9月11日(土)、宮城県のスポーツランドSUGOで行われたスーパーGT第5戦の公式予選で、GT300クラスの予選2番手には名取鉄平がドライブしたUPGARAGE NSX GT3がつけた。8月22日のスーパーGT第3戦鈴鹿、そして8月27〜29の全日本スーパーフォーミュラ・ライツ選手権第5大会で「悪い流れ」にあった名取にとっては、嬉しい予選となった。

 2000年9月11日生まれの名取は、2019年までヨーロッパで戦った後、2020年から国内に復帰。ホンダの育成プログラムからは外れることにはなったが、TEAM UPGARAGEからのオファーを受け、2021年はGT300クラスに挑戦するとともに、スーパーフォーミュラ・ライツではB-MAX RACING TEAMから参戦。ランキング首位を保っている。

 そんな名取だったが、スーパーGT第3戦鈴鹿では予選でシフトのトラブルに見舞われ、さらに決勝前のウォームアップで、まさかのクラッシュに見舞われた。130Rで右フロントタイヤが外れ、スポンジバリアにクラッシュ。車両は横転してしまったのだ。

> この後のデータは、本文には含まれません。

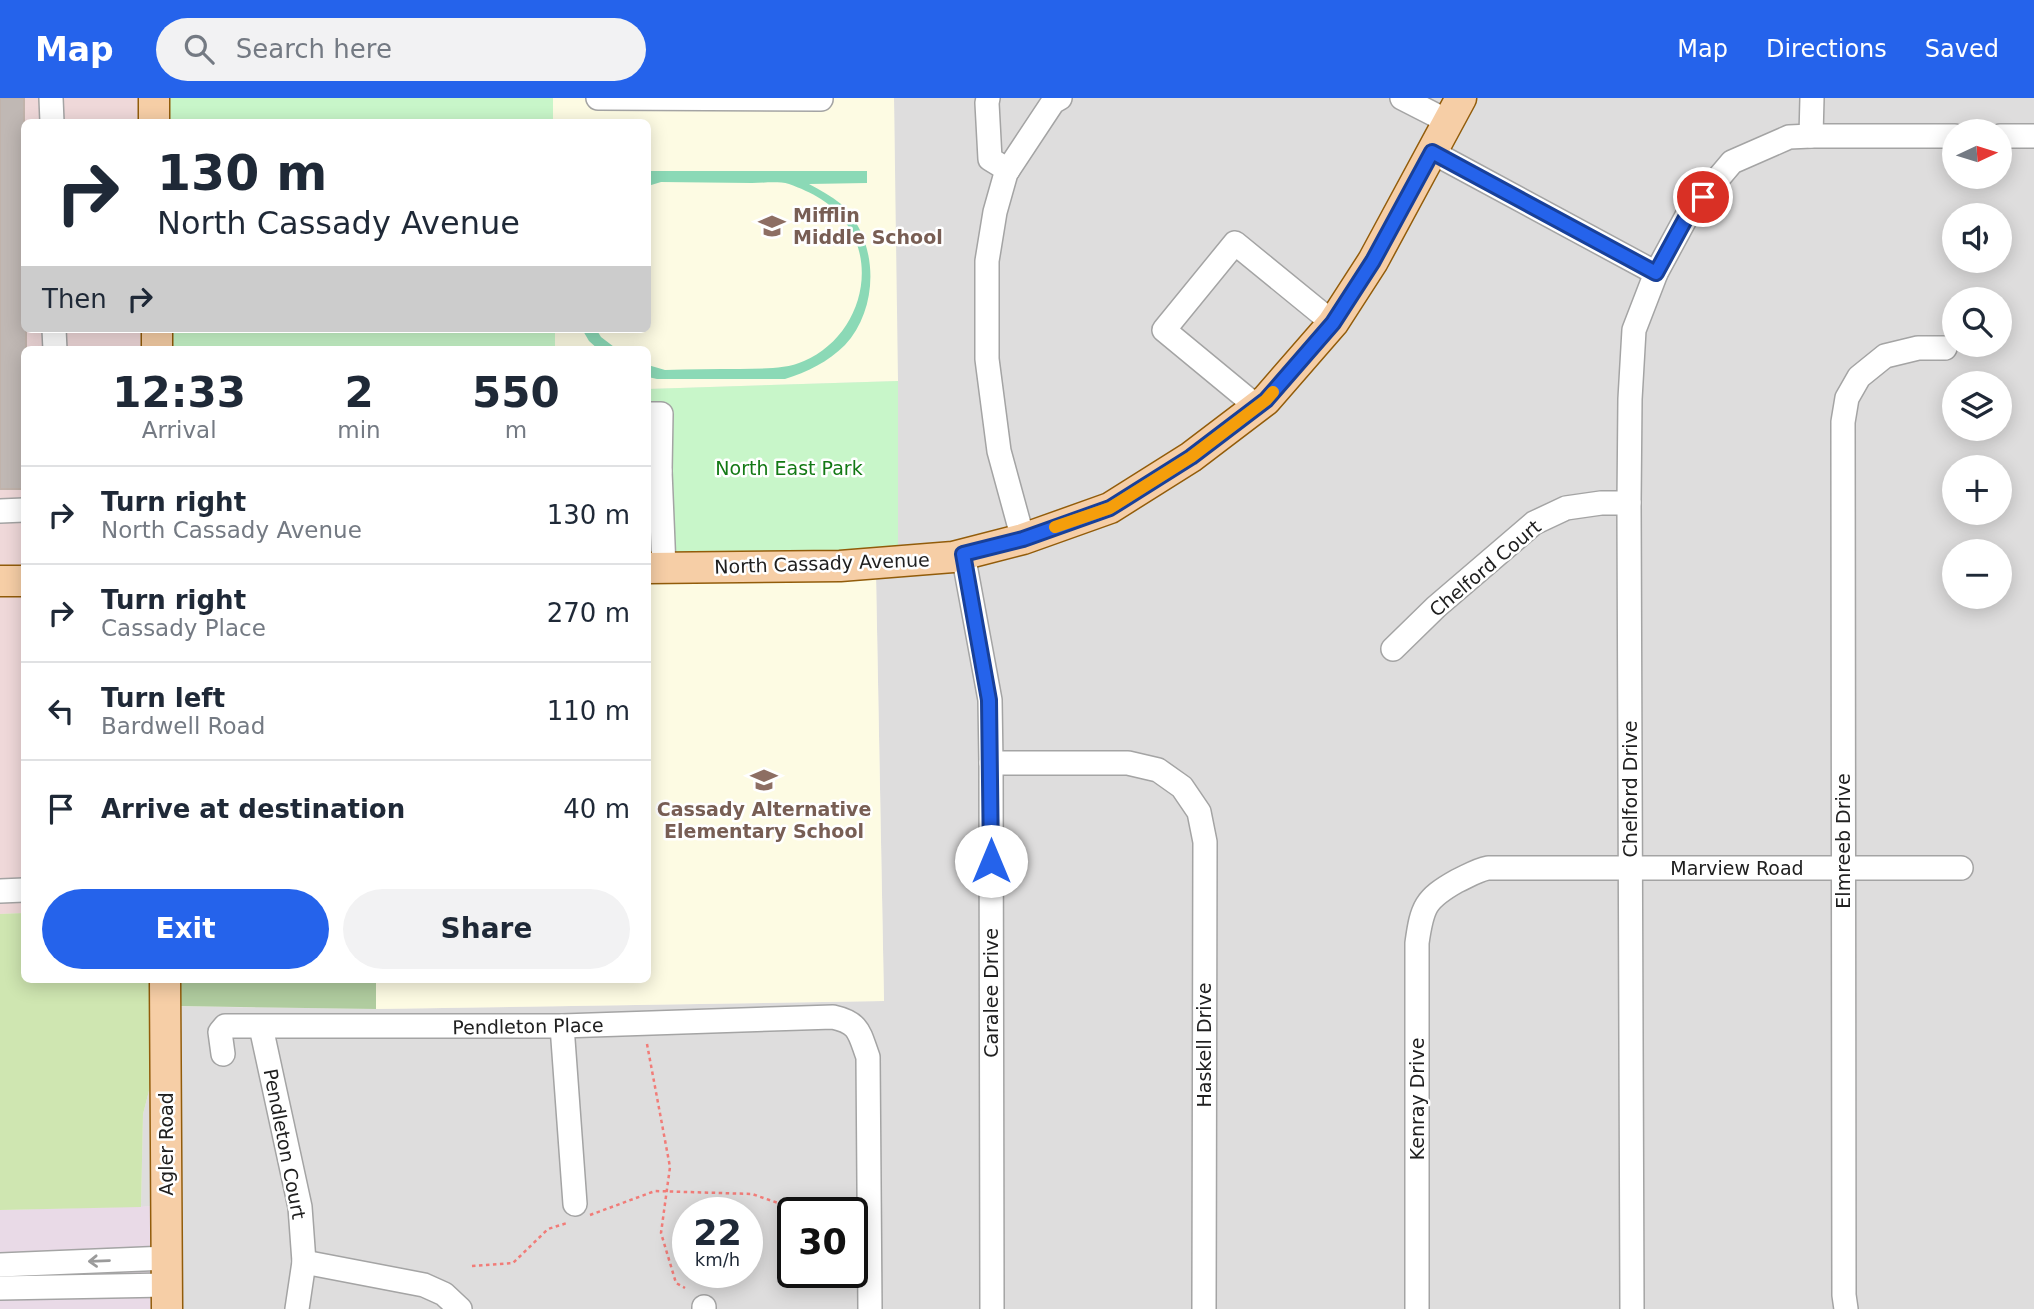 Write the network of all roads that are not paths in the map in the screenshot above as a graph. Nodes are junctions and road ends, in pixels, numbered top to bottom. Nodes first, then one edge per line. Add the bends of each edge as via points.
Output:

 幸い名取には怪我はなかったが、「正直、次の日は首が痛くて。レントゲンを撮ってなんともなかったのですが、筋肉が張ってしまっている感じでした」という状態に。薬で症状は緩和されたが、翌週にはスーパーフォーミュラ・ライツが控えていた。幸いドライブできる状態ではあり、専有走行までは好調ぶりをみせていた。

 名取にとっては、この第5大会は2021年のチャンピオンを決めたい大会であり、その可能性も十分あった。ただ、結果は佐藤蓮に3連勝を許し、8月29日の第9戦では、1周目にまさかのコースアウト。自らも予想だにしなかった展開で、悔しさのあまり涙を浮かべ、コメントすらできない状態になっていた。

「もてぎでは専有走行までは速かったですし、何もなければいけたと思うんです。鈴鹿でも予選でトラブルが出るまでは、トップか2番手にいけるくらいの速さはあったんです。さらにウォームアップでクラッシュ。流れが悪かったんです」と名取。

 そんな状況だったが、UPGARAGE NSX GT3も修復され、迎えた第5戦SUGOではフィーリングも良好。「SUGOは路面ミューが低いので、想像とは違う方向にいきましたが、2番手タイムを出すことができました。トップではないのは心残りではありますが、BRZが速すぎるので、GT3勢のトップということで満足したいと思います」と予選Q2で見事2番手タイムをマーク。これまでの悪い流れを払拭してみせた。

「流れが良くなかったので、後半戦に向けていい結果になったと思います。本当に良かったです」と名取はひさびさに笑顔をみせた。

 文頭で気づいた方もいるかもしれないが、実は名取は今日が誕生日。「21歳の良い幕開けになったと思います。たまたま誕生日が予選日で、こういう結果を残せて嬉しいです」と予選後、チームからは手荒い祝福を受けた。

「今回は分かりませんが、ダンロップ勢は今までのデータを見ても、“タレる”予測もあります。小林崇志選手と切磋琢磨しながら、優勝を目指したいと思います」と9月12日の決勝に向けて意欲をみせた名取。21歳となった名取が、レースでどんな活躍をみせてくれるか、楽しみにしたい。